Singing in the shower or dancing in the kitchen? Or another favorite way your body expresses itself?
I love to dance. As a kid, maybe 10 or 11 years old, I won a dance marathon at the bar mitzvah of a family friend. Now I’m that lady dancing to Wham! in the cleaning products aisle at Target.
What are your hopes for yourself?
I want to keep becoming myself. I want to get more comfortable with disappointing other people. I want to write more books. I want to travel alone more, like I did before I had a child.
What’s a kindness that changed your life?
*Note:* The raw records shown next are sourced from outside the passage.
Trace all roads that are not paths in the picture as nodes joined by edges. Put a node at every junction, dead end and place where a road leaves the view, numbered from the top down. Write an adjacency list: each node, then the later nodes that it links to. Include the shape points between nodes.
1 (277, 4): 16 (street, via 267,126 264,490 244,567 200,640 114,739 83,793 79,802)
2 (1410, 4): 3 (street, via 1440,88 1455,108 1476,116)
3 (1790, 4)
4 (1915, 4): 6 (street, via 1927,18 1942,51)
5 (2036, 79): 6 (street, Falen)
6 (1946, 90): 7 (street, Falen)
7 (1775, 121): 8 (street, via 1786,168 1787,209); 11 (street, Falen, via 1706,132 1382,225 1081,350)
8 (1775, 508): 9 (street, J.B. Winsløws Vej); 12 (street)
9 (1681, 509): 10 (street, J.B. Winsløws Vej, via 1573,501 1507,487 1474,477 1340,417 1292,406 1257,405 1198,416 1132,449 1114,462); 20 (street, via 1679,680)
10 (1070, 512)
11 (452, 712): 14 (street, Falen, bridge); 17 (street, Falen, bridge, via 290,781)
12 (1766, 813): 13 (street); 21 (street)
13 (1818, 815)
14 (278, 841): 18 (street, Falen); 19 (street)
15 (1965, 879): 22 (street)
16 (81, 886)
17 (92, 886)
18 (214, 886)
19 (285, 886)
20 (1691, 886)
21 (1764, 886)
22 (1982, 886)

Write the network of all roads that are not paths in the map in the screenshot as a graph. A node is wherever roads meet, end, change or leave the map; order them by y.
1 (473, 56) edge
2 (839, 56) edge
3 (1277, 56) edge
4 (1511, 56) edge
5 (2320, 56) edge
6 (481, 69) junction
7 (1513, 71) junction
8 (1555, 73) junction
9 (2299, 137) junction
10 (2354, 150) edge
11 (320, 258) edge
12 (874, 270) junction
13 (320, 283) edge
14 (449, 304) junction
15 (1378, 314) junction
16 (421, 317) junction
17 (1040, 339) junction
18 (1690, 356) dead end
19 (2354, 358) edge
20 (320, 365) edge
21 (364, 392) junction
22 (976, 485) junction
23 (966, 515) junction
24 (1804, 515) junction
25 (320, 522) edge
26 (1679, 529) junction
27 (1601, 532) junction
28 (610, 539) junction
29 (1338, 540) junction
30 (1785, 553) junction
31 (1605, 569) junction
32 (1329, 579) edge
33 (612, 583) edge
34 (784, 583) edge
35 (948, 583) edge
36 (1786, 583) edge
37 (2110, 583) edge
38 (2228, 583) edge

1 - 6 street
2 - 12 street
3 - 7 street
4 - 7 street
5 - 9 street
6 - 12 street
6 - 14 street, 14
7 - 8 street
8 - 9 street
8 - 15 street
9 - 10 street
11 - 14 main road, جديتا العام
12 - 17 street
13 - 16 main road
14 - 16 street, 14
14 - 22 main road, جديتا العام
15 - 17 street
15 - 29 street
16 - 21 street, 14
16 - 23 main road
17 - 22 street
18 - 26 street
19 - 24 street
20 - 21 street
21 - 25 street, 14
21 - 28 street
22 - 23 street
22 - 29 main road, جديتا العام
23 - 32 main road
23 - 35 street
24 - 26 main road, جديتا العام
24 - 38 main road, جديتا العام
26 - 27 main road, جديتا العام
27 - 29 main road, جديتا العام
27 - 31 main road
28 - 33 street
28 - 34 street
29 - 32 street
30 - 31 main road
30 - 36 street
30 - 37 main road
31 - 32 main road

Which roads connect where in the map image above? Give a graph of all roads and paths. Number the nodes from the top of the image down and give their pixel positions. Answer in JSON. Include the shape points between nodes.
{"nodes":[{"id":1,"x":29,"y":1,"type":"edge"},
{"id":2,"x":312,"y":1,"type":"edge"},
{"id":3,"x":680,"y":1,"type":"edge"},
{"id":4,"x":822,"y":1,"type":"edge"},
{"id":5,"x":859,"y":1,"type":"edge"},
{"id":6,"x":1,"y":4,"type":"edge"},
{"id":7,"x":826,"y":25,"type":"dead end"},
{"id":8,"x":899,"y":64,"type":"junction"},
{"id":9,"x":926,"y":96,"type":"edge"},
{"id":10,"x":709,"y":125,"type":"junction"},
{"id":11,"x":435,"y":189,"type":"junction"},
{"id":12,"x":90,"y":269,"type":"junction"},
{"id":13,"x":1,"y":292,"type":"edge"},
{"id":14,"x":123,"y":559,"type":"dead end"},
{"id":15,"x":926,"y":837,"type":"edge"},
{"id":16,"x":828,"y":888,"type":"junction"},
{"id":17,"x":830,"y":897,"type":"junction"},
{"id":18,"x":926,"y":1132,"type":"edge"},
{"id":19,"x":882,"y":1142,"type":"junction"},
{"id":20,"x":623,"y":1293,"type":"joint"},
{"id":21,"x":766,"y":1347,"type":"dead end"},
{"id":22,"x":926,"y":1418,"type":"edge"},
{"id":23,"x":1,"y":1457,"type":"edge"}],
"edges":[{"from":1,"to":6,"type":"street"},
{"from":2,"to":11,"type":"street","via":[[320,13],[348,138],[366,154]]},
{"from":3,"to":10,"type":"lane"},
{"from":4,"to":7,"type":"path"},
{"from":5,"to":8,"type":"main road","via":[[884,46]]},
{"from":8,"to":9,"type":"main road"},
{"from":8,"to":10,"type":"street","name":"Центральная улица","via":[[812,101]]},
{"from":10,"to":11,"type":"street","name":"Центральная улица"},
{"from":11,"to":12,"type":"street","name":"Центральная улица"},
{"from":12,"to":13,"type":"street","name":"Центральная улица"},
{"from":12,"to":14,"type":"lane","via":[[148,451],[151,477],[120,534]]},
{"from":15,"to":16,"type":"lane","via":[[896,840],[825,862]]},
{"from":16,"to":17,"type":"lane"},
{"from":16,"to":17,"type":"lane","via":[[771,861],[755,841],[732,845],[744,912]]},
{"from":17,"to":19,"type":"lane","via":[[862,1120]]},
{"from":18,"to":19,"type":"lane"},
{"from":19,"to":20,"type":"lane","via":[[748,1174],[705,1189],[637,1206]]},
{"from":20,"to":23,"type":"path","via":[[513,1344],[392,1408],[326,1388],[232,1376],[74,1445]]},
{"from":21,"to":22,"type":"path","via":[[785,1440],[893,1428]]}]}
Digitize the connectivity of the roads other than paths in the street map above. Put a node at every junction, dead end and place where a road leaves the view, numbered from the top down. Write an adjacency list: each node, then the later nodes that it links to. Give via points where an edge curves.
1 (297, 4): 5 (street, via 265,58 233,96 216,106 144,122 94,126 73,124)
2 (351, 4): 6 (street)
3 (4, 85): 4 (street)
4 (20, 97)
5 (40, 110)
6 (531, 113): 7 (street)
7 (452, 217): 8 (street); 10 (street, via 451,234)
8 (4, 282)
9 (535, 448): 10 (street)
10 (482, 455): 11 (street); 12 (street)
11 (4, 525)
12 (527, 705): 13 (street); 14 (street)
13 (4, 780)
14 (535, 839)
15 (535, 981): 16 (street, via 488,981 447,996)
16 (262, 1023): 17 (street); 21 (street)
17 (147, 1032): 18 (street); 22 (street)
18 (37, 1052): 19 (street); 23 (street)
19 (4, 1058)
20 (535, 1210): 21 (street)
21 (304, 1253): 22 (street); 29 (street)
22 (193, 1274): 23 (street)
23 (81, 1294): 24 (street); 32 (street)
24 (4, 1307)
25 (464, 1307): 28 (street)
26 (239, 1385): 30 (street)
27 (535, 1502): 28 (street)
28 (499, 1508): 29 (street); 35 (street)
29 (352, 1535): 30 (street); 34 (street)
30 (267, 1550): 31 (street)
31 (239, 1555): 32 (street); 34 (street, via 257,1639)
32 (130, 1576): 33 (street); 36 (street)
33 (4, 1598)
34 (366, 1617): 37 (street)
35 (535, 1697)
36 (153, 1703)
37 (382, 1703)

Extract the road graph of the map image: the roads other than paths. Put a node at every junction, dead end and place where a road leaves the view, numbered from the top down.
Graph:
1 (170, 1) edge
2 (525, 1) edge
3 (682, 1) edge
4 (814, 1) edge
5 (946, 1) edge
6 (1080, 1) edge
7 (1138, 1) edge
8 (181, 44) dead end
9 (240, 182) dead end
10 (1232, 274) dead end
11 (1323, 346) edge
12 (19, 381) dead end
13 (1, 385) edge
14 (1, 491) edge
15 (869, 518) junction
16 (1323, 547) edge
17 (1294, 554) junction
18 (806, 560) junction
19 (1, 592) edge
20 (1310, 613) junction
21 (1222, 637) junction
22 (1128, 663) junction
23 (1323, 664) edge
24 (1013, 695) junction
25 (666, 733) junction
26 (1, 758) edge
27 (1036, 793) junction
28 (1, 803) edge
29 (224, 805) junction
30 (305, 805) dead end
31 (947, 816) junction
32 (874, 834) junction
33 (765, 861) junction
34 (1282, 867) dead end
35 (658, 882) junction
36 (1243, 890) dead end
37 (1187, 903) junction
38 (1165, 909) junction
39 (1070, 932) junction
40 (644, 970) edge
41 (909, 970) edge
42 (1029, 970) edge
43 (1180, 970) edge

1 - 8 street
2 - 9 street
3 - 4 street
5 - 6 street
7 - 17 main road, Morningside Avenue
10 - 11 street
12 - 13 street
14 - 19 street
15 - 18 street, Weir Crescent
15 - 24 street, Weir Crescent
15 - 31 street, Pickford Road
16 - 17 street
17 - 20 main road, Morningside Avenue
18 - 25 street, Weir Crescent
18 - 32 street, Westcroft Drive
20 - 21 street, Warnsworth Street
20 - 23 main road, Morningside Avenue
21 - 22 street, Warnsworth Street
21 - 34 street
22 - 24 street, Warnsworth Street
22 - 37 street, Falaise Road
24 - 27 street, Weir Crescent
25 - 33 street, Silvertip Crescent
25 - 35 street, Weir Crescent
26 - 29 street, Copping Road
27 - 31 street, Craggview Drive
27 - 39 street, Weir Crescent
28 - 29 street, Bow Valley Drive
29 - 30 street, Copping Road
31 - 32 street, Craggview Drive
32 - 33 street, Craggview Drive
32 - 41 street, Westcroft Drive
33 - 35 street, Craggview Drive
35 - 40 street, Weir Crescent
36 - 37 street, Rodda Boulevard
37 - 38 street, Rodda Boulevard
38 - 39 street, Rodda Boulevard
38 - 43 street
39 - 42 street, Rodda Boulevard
My mother, who is 77, moved from Oklahoma City to Seattle in 2015, and she lives a block from us. I can see her house from our living room! Having her as a neighbor is something I absolutely never expected in life. She and I have always been close, but I couldn’t imagine her leaving Oklahoma, where she lived for 40 years and where my dad died in 2002. I think I thought that if she ever did leave Oklahoma, it would be to move to California, to be closer to her identical twin sister Tina. But Tina died at 65, in 2012, of pancreatic cancer. It was horrible. So it feels especially poignant to have my mother nearby at this point in her life, and at this point in my life. She’s our neighbor, our friend, a grandmother to both June and Ames, and also a caregiver for Ames a couple of afternoons a week. She is tremendously generous with her time and her presence, and that’s a kindness so big, I have a feeling I’m hardly even seeing it all. I love seeing her with Ash – they share a love for celebrity gossip! I love seeing her with our children. Ames beams when she comes into the room.
What’s a guiding force in your life?
The quality of my everyday life. That sounds kind of dull when I write it out, but I will try to explain. I have always cared about having an everyday life where I feel at home – where I feel at ease with my people and our animals, where there is good food, where there are books and blankets and a healthy appreciation for naps. I’m a homebody, and so is my spouse. The life I (and we) like to have might look boring to some people, ha? But I have worked hard, and continue to work hard, to make choices that align with this kind of life, a very good ordinary every day.
"But I have worked hard, and continue to work hard, to make choices that align with this kind of life, a very good ordinary every day."
Yes. That's my bucket list, right there.
This is such a great series.
I loved the last comment ! I too am a homebody and catch alot of grief from my friends ( " why don't you want to travel ? Why don't you ....?). Molly captured exactly how I feel in this regard. I'm newly retired and just want to live in my everyday life.